**Requirement**
If a line in the entries contains the string "joint", include that line in your answer.

━━━ Available data ━━━

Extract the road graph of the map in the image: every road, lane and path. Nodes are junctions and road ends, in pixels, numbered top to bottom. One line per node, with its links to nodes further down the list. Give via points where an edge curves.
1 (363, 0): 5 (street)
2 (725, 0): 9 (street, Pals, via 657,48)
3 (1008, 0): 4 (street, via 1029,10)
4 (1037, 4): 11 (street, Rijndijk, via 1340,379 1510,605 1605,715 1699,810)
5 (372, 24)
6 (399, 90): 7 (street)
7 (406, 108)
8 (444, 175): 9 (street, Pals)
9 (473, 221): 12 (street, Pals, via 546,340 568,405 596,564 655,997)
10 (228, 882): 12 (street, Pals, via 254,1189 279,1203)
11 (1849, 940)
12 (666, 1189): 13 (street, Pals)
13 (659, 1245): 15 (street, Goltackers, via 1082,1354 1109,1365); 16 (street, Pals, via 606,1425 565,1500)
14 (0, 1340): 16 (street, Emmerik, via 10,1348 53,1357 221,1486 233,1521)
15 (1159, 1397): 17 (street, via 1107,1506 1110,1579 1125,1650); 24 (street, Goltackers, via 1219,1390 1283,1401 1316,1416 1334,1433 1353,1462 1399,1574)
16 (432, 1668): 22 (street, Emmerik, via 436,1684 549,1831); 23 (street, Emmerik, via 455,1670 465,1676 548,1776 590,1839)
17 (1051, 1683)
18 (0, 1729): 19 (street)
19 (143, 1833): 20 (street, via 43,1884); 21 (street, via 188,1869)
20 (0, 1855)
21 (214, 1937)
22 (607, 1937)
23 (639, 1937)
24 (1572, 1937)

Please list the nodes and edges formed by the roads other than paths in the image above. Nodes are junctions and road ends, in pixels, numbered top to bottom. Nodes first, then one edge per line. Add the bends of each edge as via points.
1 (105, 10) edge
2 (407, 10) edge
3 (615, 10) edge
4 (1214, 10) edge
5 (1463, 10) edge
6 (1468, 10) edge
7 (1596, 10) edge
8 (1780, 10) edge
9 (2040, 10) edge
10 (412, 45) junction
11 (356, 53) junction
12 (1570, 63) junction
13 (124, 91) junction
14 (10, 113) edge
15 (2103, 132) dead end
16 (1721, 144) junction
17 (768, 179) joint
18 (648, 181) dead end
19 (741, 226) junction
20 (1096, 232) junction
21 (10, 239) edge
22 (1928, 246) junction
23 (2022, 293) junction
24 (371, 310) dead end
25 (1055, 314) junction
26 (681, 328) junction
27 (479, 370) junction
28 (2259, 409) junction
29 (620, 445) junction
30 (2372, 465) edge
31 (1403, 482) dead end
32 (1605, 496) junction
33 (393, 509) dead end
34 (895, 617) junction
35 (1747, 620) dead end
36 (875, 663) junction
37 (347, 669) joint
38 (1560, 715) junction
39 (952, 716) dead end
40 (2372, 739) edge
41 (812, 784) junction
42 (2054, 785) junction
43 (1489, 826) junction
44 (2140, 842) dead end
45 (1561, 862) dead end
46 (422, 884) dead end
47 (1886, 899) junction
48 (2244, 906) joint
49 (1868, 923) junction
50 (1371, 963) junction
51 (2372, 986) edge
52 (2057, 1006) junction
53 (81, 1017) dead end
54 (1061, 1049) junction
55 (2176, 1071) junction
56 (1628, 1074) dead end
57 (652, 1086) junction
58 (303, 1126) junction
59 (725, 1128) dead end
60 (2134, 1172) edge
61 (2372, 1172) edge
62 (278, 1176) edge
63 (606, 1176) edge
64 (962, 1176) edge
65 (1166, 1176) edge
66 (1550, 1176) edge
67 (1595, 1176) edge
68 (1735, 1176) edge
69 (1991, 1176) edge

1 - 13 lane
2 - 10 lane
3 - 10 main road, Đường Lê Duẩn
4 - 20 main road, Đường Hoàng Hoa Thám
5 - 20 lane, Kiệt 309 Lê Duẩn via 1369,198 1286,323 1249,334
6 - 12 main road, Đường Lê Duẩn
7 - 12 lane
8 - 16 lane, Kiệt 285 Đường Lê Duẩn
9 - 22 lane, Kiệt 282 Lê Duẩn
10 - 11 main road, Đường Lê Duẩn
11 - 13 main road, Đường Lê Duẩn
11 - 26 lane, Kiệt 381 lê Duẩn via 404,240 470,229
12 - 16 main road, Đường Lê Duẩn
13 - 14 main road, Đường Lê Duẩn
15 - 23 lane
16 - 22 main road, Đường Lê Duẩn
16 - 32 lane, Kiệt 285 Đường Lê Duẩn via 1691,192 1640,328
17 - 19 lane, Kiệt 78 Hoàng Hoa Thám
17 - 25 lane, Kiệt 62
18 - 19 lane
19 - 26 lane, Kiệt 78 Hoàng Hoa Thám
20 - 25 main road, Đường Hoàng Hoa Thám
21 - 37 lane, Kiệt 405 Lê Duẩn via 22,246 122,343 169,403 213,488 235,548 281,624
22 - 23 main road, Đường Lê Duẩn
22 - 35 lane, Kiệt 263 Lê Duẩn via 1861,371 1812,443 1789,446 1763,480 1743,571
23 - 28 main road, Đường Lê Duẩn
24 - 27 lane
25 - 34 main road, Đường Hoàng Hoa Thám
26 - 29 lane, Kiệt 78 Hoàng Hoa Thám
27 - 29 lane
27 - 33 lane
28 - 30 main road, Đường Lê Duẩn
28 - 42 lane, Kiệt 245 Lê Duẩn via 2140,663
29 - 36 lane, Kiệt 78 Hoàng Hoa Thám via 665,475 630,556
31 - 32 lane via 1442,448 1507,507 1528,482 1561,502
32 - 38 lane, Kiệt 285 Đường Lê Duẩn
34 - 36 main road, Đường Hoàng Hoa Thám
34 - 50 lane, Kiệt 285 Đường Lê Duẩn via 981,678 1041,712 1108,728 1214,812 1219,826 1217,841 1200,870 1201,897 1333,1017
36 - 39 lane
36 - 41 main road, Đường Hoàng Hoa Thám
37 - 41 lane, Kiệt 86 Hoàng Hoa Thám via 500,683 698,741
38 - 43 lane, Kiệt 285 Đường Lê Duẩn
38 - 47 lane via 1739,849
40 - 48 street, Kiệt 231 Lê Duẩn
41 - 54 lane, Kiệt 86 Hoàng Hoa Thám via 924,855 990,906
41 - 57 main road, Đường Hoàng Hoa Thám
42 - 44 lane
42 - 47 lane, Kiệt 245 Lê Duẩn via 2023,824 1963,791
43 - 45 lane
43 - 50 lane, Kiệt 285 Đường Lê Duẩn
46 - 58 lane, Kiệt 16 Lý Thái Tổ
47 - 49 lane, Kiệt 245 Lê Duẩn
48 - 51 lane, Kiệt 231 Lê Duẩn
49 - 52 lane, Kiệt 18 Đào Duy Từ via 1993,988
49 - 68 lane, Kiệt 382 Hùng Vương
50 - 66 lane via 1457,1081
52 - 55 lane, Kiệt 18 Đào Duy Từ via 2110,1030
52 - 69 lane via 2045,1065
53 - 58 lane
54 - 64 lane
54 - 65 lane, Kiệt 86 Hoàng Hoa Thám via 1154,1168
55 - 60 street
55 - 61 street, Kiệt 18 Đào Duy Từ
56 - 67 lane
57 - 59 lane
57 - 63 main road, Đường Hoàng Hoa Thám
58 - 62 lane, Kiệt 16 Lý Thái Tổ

━━━

**Response**
17 (768, 179) joint
37 (347, 669) joint
48 (2244, 906) joint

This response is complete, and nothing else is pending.